*TASK REQUIREMENTS*. Select, from the material below, each line with "燕山北道" in it.

*WORKING DATA*.

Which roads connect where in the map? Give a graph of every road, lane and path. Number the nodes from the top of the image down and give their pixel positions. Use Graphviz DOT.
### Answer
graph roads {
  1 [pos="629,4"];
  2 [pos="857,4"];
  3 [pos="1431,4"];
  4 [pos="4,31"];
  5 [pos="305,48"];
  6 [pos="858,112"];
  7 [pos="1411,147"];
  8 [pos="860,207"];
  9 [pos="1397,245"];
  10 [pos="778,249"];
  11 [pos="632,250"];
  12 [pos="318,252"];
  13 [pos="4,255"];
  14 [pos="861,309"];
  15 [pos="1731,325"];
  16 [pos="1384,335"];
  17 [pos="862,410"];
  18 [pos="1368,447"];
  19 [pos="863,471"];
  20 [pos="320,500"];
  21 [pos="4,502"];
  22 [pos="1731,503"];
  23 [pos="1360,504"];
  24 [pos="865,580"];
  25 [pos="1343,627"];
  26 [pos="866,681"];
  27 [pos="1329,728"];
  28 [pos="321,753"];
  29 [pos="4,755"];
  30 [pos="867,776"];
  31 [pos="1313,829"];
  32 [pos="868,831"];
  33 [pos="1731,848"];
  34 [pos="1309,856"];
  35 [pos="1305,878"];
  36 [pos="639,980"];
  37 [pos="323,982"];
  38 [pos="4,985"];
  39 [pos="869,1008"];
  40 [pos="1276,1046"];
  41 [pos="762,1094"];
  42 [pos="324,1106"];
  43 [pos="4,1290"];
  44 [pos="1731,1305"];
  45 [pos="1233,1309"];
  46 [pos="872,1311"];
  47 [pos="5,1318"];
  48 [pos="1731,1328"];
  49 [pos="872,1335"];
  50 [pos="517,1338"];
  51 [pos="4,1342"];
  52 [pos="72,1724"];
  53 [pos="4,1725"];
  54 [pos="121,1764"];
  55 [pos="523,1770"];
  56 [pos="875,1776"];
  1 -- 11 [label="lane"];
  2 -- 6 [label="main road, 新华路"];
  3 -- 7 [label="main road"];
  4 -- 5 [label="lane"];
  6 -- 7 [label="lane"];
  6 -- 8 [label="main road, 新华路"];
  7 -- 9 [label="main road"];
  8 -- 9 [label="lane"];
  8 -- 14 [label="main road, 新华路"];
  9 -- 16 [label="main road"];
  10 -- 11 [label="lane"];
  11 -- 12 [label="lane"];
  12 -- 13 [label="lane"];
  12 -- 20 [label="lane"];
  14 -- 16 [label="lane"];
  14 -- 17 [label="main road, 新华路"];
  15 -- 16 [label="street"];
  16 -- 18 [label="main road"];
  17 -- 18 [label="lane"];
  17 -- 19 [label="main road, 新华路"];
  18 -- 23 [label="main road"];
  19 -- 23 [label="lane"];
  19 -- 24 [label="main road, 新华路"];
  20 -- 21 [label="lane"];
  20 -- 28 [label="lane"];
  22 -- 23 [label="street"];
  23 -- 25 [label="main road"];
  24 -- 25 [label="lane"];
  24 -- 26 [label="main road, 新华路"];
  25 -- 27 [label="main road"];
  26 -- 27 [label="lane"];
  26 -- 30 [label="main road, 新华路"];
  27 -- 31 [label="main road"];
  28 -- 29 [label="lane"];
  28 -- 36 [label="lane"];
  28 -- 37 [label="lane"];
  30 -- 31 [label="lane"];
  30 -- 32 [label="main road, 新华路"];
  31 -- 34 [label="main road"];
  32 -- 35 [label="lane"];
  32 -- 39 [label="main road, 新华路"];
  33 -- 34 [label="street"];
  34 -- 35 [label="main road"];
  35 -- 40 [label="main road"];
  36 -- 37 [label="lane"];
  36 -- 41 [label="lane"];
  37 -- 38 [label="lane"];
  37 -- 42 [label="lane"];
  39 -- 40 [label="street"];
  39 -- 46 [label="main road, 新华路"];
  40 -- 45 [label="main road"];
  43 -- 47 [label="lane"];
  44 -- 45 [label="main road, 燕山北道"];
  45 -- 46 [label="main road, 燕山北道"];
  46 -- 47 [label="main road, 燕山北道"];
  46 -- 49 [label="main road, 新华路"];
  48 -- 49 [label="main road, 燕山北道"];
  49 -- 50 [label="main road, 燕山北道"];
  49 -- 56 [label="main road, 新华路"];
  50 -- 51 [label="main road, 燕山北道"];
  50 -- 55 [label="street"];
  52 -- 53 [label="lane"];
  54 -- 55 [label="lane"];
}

*ANSWER SPACE*.
  44 -- 45 [label="main road, 燕山北道"];
  45 -- 46 [label="main road, 燕山北道"];
  46 -- 47 [label="main road, 燕山北道"];
  48 -- 49 [label="main road, 燕山北道"];
  49 -- 50 [label="main road, 燕山北道"];
  50 -- 51 [label="main road, 燕山北道"];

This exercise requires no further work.